▶ [Goal of the exercise]:
Every line of the entries with the word "Jarvis" in it should be shown.

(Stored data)
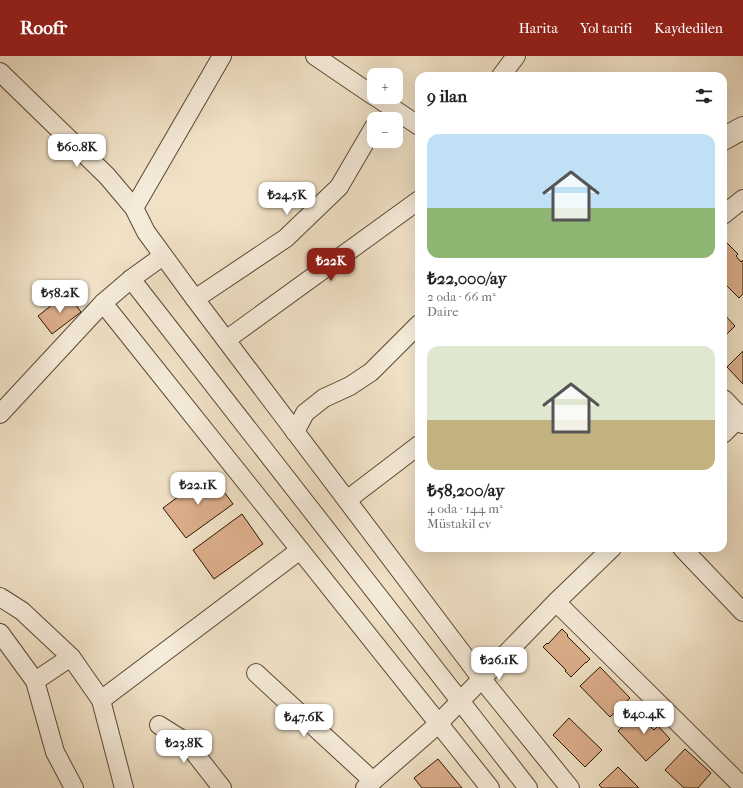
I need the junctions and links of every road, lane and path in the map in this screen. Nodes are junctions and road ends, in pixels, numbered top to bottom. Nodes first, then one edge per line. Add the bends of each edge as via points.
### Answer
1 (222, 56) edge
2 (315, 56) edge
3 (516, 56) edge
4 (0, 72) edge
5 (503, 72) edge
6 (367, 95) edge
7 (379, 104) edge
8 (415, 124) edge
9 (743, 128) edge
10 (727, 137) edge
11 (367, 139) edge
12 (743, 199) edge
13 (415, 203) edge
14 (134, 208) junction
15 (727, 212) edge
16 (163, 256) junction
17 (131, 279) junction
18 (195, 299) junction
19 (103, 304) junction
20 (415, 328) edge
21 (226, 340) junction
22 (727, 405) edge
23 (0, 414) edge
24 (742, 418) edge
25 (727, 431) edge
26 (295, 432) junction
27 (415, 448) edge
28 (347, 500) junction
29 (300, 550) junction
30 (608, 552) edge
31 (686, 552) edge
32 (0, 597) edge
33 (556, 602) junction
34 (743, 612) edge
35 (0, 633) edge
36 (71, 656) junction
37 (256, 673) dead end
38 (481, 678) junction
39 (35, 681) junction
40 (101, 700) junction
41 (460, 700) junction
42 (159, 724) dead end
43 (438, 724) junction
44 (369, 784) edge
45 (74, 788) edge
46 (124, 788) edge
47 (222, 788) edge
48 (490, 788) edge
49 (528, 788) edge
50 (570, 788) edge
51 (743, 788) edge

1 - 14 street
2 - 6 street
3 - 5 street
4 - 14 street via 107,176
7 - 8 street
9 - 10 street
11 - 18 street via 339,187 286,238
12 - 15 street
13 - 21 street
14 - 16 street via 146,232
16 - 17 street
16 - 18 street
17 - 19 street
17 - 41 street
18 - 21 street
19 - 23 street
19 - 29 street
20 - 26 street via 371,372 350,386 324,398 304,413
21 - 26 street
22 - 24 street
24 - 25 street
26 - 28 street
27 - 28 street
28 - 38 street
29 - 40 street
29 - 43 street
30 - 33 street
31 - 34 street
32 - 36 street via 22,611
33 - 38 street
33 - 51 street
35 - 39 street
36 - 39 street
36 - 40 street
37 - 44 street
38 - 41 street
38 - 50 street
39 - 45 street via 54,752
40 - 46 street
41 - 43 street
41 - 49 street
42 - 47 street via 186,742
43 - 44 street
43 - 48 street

---

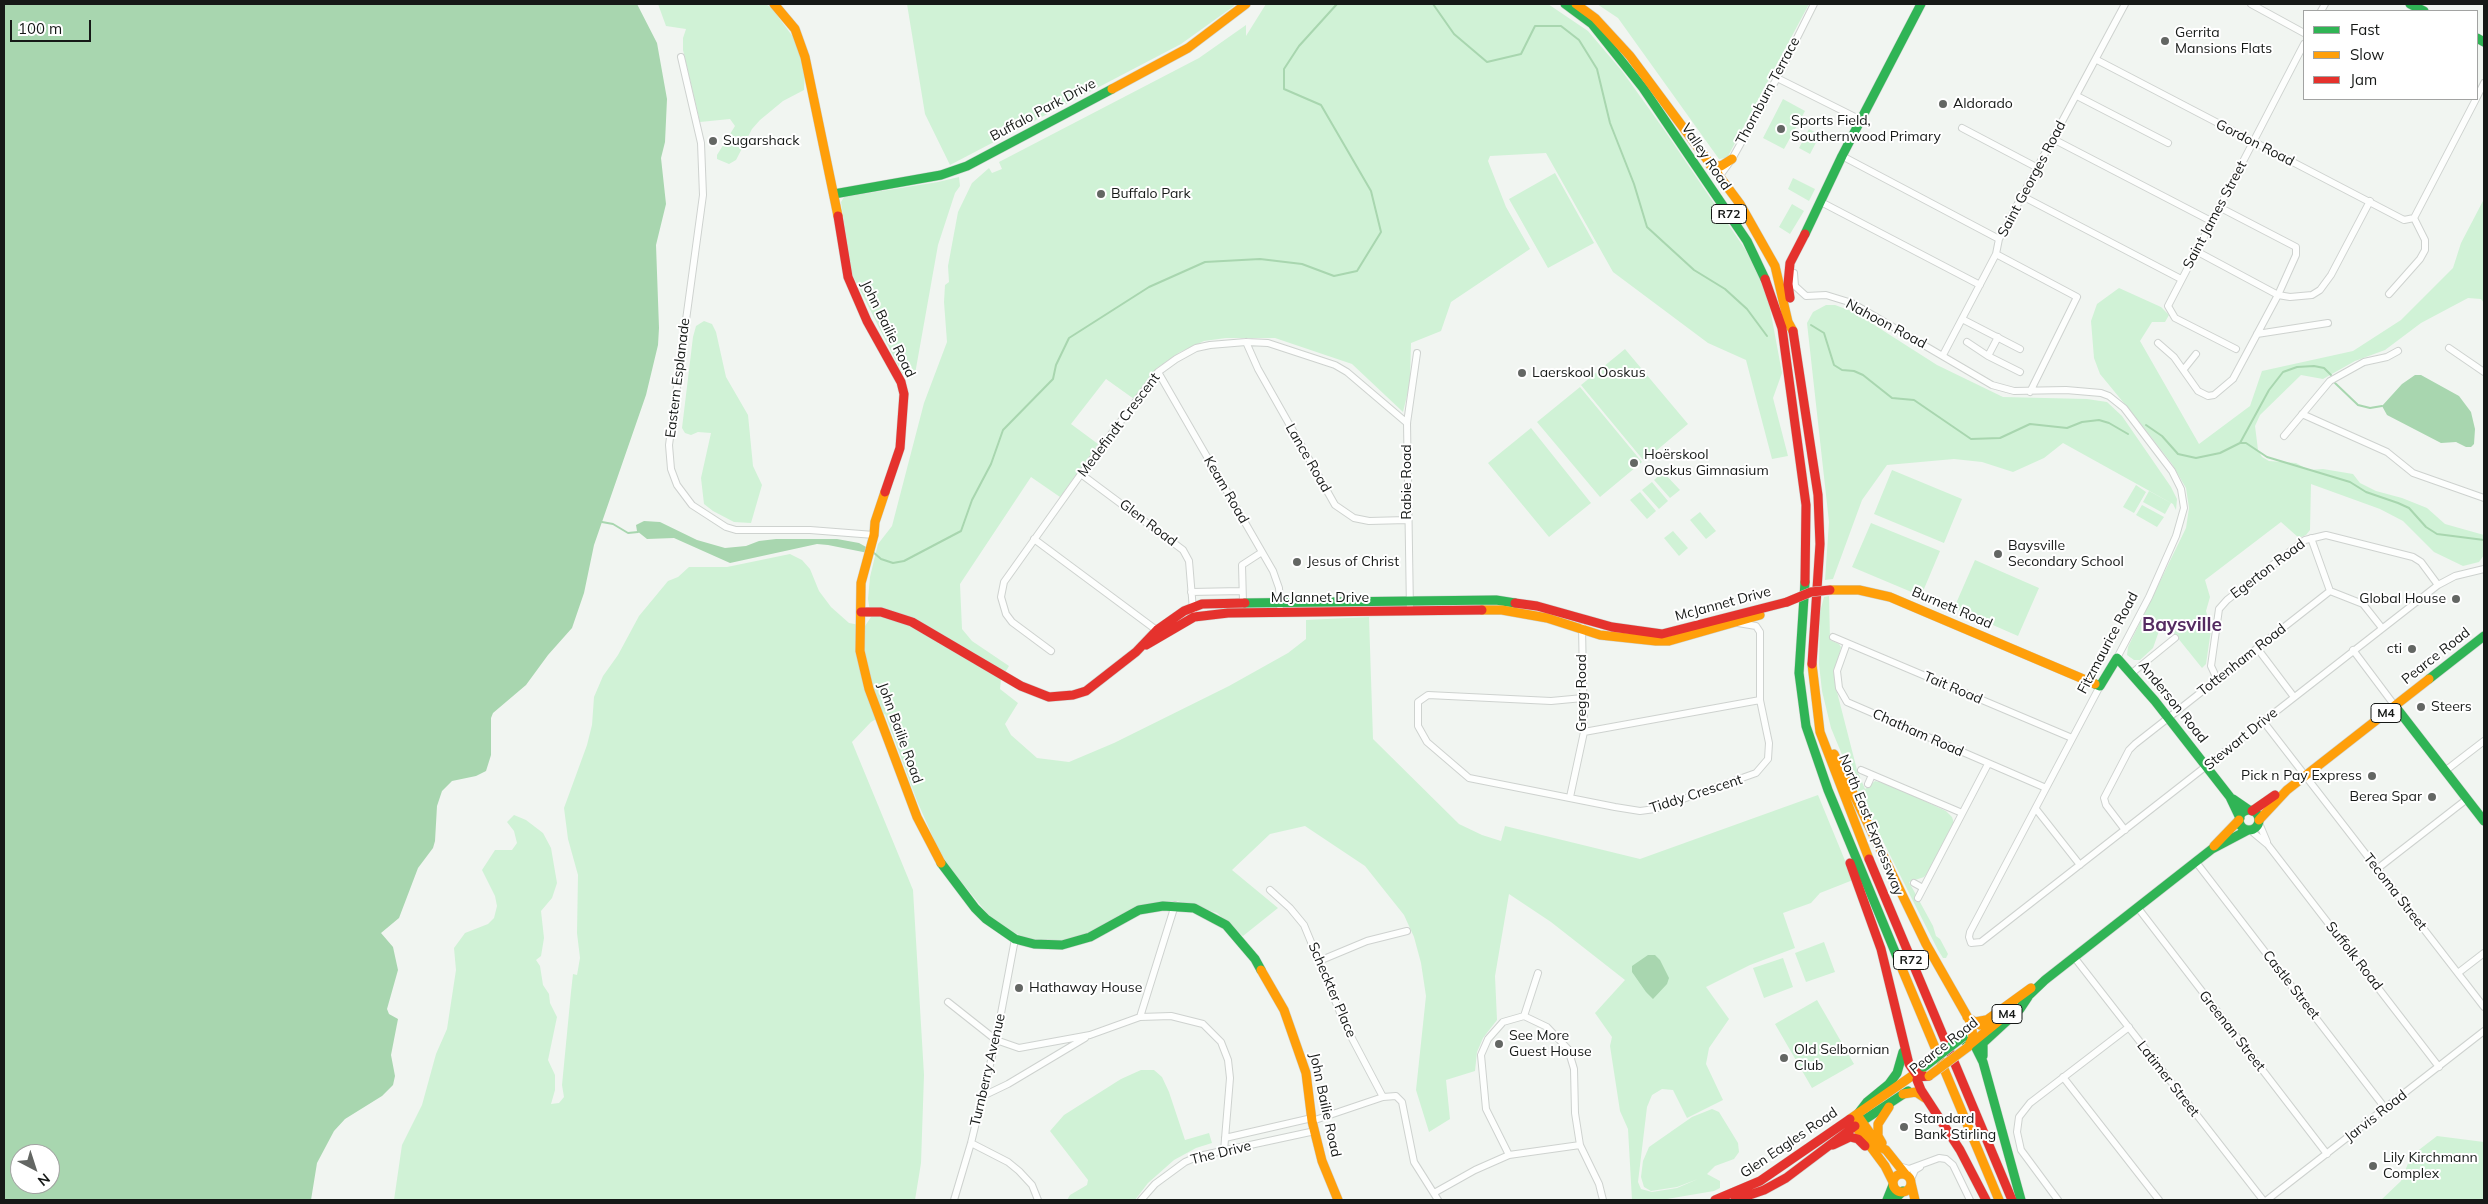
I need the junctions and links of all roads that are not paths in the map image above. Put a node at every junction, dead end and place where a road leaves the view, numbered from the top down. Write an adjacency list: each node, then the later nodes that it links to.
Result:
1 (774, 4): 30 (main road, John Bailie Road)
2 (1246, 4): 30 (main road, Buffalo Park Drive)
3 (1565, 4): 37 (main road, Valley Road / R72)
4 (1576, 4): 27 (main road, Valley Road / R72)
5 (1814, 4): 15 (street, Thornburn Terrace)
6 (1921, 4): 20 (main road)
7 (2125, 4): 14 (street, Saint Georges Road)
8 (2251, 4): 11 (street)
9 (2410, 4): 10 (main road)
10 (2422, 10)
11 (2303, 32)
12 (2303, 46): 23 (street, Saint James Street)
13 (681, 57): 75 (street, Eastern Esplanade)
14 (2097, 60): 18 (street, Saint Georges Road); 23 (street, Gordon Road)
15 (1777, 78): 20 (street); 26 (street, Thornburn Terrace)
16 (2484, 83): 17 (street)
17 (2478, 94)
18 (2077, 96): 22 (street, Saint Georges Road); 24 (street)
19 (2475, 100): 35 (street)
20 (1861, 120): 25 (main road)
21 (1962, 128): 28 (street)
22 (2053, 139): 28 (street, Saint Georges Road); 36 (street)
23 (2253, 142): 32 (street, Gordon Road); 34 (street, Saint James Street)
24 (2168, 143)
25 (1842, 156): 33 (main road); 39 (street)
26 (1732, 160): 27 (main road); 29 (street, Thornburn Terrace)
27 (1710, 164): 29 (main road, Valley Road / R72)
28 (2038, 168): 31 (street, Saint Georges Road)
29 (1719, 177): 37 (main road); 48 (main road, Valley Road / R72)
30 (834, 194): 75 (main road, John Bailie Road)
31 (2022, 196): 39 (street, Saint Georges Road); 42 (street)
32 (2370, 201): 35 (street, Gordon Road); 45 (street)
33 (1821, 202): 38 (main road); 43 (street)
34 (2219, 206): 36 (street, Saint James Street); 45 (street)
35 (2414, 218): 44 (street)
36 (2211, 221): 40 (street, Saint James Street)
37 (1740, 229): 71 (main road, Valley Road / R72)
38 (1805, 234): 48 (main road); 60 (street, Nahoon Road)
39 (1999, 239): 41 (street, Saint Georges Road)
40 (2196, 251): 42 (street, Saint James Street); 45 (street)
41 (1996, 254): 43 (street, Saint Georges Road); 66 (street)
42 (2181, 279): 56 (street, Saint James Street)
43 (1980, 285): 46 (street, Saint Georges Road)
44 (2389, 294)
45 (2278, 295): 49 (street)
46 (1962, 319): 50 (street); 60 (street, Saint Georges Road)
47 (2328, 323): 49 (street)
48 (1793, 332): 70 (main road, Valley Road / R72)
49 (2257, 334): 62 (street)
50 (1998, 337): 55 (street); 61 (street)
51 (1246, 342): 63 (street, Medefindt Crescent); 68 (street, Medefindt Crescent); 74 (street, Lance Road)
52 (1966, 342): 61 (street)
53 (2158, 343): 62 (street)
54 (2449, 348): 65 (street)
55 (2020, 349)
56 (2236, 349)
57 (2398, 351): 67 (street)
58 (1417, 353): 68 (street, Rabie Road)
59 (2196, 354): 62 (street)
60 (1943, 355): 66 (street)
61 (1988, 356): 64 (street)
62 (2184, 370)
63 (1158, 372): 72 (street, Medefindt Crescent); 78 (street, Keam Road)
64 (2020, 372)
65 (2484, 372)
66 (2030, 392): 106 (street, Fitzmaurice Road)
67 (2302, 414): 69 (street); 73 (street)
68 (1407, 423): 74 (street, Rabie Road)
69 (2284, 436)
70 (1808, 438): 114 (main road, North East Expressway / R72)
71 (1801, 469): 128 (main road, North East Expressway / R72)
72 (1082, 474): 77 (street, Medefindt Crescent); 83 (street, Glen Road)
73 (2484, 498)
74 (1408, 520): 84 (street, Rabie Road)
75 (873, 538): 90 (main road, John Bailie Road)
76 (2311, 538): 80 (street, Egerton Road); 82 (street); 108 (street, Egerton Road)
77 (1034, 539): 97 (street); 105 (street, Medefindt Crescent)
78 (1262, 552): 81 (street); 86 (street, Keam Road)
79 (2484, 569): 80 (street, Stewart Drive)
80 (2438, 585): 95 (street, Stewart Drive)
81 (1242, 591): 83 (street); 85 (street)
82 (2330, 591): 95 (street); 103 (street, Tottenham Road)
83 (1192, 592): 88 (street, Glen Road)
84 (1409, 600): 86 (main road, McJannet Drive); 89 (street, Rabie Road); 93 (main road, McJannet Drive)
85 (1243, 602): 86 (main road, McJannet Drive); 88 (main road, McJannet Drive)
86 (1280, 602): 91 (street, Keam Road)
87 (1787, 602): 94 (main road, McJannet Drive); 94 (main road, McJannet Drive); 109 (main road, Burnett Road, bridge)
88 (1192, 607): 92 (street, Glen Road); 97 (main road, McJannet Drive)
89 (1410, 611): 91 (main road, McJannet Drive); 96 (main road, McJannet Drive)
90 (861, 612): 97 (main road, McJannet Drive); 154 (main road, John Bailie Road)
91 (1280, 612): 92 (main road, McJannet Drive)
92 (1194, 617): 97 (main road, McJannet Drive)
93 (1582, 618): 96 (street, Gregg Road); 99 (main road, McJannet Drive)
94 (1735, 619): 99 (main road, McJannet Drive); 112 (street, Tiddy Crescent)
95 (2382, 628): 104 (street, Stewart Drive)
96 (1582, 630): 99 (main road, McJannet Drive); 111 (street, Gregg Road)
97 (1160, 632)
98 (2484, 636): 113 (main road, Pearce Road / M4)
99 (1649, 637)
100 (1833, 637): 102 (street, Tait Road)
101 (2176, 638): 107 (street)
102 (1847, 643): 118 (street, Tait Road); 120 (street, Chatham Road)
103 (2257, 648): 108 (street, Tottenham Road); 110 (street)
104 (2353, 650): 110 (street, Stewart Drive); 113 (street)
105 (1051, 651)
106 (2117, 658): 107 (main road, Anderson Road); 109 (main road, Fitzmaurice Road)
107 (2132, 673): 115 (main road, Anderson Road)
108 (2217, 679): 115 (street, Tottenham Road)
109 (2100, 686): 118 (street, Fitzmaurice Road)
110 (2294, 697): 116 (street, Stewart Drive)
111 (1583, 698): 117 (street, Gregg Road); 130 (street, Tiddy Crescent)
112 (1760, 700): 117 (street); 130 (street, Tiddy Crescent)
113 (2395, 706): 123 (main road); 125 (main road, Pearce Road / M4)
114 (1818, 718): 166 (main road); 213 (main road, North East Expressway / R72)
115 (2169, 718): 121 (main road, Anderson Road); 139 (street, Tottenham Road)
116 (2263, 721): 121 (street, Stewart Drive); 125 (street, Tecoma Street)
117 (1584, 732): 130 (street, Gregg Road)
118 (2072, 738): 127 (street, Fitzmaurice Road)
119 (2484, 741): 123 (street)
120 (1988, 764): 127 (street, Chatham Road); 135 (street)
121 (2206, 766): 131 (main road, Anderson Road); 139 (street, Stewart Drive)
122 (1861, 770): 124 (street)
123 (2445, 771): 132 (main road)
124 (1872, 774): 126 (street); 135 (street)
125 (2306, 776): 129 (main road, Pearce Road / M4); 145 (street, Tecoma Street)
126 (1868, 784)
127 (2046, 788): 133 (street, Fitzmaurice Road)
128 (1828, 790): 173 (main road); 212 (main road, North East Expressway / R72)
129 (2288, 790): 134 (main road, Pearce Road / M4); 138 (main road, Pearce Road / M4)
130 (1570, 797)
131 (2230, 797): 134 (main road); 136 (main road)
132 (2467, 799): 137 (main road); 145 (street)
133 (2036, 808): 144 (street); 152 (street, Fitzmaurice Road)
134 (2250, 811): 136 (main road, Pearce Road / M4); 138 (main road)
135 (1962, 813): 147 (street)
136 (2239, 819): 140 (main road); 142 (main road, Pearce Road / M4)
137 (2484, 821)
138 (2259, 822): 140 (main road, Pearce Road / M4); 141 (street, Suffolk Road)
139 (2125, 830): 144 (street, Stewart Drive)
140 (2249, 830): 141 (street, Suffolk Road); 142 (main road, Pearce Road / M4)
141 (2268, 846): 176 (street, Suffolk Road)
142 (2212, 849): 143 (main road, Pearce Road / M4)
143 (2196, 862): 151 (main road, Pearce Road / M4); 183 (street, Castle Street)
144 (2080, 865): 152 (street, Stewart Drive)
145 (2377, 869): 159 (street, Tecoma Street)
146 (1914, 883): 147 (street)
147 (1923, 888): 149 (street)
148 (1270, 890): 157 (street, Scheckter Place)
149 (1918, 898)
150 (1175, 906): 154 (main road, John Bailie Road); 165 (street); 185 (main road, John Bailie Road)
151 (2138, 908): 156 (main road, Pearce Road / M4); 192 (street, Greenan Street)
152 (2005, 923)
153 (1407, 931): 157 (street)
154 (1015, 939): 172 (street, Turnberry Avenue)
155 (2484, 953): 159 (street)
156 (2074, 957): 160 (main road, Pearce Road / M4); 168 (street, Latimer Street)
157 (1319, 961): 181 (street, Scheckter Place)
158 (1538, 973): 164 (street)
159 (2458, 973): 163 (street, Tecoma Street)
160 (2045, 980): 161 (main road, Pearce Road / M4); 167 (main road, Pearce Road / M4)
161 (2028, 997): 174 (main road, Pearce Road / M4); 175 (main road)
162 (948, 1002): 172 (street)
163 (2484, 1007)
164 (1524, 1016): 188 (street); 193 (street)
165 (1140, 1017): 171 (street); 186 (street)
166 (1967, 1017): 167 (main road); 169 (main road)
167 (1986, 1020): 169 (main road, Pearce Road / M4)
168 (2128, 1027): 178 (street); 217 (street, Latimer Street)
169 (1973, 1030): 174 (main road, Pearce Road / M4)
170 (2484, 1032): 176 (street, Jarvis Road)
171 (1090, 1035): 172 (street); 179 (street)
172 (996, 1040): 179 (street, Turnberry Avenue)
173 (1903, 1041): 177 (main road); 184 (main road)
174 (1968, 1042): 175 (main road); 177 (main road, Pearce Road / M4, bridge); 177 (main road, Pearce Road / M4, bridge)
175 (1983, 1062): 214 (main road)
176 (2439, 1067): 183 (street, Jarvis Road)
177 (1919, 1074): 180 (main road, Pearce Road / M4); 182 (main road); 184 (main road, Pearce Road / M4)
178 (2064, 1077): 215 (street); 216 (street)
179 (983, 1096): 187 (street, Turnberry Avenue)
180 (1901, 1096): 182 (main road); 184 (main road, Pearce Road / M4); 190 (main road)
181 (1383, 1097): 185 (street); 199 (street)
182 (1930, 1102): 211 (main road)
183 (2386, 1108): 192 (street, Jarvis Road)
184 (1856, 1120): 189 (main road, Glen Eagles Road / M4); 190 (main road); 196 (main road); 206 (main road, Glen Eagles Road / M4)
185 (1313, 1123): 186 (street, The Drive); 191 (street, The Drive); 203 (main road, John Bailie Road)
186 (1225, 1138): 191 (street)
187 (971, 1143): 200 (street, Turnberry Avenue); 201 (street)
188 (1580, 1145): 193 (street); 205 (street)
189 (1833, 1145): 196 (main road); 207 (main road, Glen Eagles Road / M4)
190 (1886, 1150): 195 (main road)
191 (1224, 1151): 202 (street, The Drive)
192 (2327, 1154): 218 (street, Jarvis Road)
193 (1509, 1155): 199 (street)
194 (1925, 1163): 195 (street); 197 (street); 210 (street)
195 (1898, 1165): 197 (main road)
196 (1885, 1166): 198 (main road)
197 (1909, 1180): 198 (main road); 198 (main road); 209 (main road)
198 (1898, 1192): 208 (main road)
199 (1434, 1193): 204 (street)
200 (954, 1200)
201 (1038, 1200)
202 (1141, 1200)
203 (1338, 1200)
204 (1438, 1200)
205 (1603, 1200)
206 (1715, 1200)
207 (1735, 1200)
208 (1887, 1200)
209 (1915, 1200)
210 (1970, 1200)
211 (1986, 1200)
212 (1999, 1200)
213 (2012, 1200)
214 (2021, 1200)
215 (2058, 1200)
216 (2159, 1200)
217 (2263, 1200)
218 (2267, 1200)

▶ [Result of this task]:
170 (2484, 1032): 176 (street, Jarvis Road)
176 (2439, 1067): 183 (street, Jarvis Road)
183 (2386, 1108): 192 (street, Jarvis Road)
192 (2327, 1154): 218 (street, Jarvis Road)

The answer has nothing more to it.